(b. Contamines, Haut Faucigny, France, 27 June 1767; d. Paris, France, 7 June 1843)
Alexis Bouvard is known chiefly for his Tables astronomiques of Jupiter, Saturn, and Uranus (1821). His aim in drawing up the tables was to provide a basis for reliable predictions of future locations of the three planets: unexpectedly, his Uranus tables agitated astronomers for two decades. Those of Jupiter and Saturn were revisions of tables that he had published in 1808 and that had proved satisfactory. Since the discovery of Uranus in 1781 many accurate observations had been made, notably the fine series at the Paris and Greenwich observatories. Uranus, however, has a very long orbital period of eighty-four years. Eleven prediscovery sightings of the planet as a star (including three by Lemonnier) had been traced, scattered over the previous ninety years, but Bouvard needed more prediscovery observations in order to compute a satisfactory orbit. He therefore searched through fifteen folio volumes of Pierre Lemonnier’s observations made between 1736 and 1780. Although they were in great disorder and badly written, and many were inaccurately timed, Bouvard found nine more observations of Uranus, besides the three Lemonnier had himself traced, giving a total of twenty prediscovery observations. Using Laplace’s formulas for perturbations, Bouvard formed seventy-seven equations of condition, but he was dismayed that no orbit would fit both prediscovery and post-discovery observations. He therefore calculated his Uranus tables from the postdiscovery observations alone, rejecting the others.

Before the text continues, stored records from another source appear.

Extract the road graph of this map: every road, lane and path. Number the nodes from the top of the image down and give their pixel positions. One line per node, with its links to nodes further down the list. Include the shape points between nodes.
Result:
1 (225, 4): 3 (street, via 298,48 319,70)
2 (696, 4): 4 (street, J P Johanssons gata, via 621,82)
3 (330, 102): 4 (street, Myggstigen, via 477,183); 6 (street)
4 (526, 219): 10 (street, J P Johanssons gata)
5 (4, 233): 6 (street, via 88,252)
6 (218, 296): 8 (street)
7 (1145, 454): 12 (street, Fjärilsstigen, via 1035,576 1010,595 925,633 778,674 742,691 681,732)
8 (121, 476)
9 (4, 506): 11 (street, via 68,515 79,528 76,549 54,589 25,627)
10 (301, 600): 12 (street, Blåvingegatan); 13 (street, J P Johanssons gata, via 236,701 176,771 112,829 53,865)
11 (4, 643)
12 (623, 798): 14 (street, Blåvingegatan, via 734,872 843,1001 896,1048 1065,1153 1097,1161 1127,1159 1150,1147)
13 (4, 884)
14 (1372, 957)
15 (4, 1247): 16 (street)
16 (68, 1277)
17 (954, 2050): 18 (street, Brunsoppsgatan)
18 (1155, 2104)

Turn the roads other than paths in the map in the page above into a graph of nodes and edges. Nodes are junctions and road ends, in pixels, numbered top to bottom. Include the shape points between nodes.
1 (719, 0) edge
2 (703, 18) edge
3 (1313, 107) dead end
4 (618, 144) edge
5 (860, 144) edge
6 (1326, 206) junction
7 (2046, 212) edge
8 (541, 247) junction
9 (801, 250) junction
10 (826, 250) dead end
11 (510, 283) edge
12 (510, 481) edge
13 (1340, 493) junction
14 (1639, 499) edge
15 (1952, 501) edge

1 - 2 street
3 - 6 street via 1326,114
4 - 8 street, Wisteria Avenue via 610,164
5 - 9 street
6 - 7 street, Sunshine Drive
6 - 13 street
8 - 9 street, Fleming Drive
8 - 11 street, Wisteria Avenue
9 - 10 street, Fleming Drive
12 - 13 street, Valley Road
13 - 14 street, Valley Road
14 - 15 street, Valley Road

Within a few years Bouvard’s Uranus tables failed, the planet lagging farther and farther behind the tabular predictions. Earlier than most astronomers, he became convinced that the cause was an unknown perturbing body. Until he died, he held to this belief, which was confirmed three years after his death by the discovery of the planet Neptune. Then it became possible to reconcile prediscovery and postdiscovery observations, and also to show that Neptune had accelerated the motion of Uranus for several years before 1821, thereafter retarding its motion. The very failure of Bouvard’s tables was what induced J. C. Adams and U. J. J. Leverrier to solve the problem of Uranus’ motion, and thus hastened the discovery of Neptune, probably by several decades.
Bouvard’s rise to eminence in mathematical astronomy was dramatic. He arrived in Paris in 1785, an Alpine peasant youth unable to afford school fees. He attended free lectures and soon showed a flair for mathematics. In 1793 he became a pupil at the Paris Observatory and an astronomer there two years later. He taught mathematics, and became a valuable assistant to Laplace, who left to him all the detailed calculations for the Mécanique céleste. Through Laplace’s support Bouvard became, in 1804, a member of the Bureau des Longitudes, supplying tables to the Annuaire (similar to the Nautical Almacac) for many years. He was soon elected to the Académie des Sciences. A keen observer, he discovered eight comets and computed their orbits. He annotated Caussin’s translation of the work of the medieval Arab astronomer, Ibn-Yūnus.
Brilliant but modest, Bouvard was an indefatigable calculator, and engaged in computation until the eve of his death. It could well be said of him that he ceased calculating only when he ceased living.
I. Original Works. Most of Bouvard’s work is in the Annuaire du Bureau des Longitudes and in Laplace’s Mécanique céleste (5 vols. and suppl., Paris, 1799–1827). Among works worthy of separate mention are “Nouvelles tables des planètes Jupiter et Saturne”, in Tables astronomiques publiées par le Bureau des Longitudes (Paris, 1808), his earlier tables of these planets; “Extrait des registres des observations astronomiques faites par Lemonnier…” in Connaissance des temps (1819), pp. 339–347, his account of his search of Lemonnier’s registers for prediscovery observations of Uranus; and Tables astronomiques publiées par le Bureau des Longitudes de France, contenant les tables de Jupiter, de Saturne et d’Uranus, construites d’après la théorie de la Mécanique céleste(Paris, 1821), with an introduction describing the work and problems.
II. Secondary Literature. Works on Bouvard are a biiography in F. Hoefer, ed., Nouvelle biographie universelle, VII (Paris, 1853), cols. 141–142; G. B. Airy, “Circumstances Connected With the Discovery of a Planet Exterior to Uranus”, in Monthly Notices of the Royal Astronomical Society, 7 (1846), 121–152, which includes Airy’s correspondence with Eugène Bouvard, nephew of Alexis, about the latter’s attempts to revise the Uranus tables; and A. F. O’D. Alexander, The Planet Uranus (London, 1965), which contains many details and references regarding the prediscovery observations, Bouvard’s work, and the subsequent studies.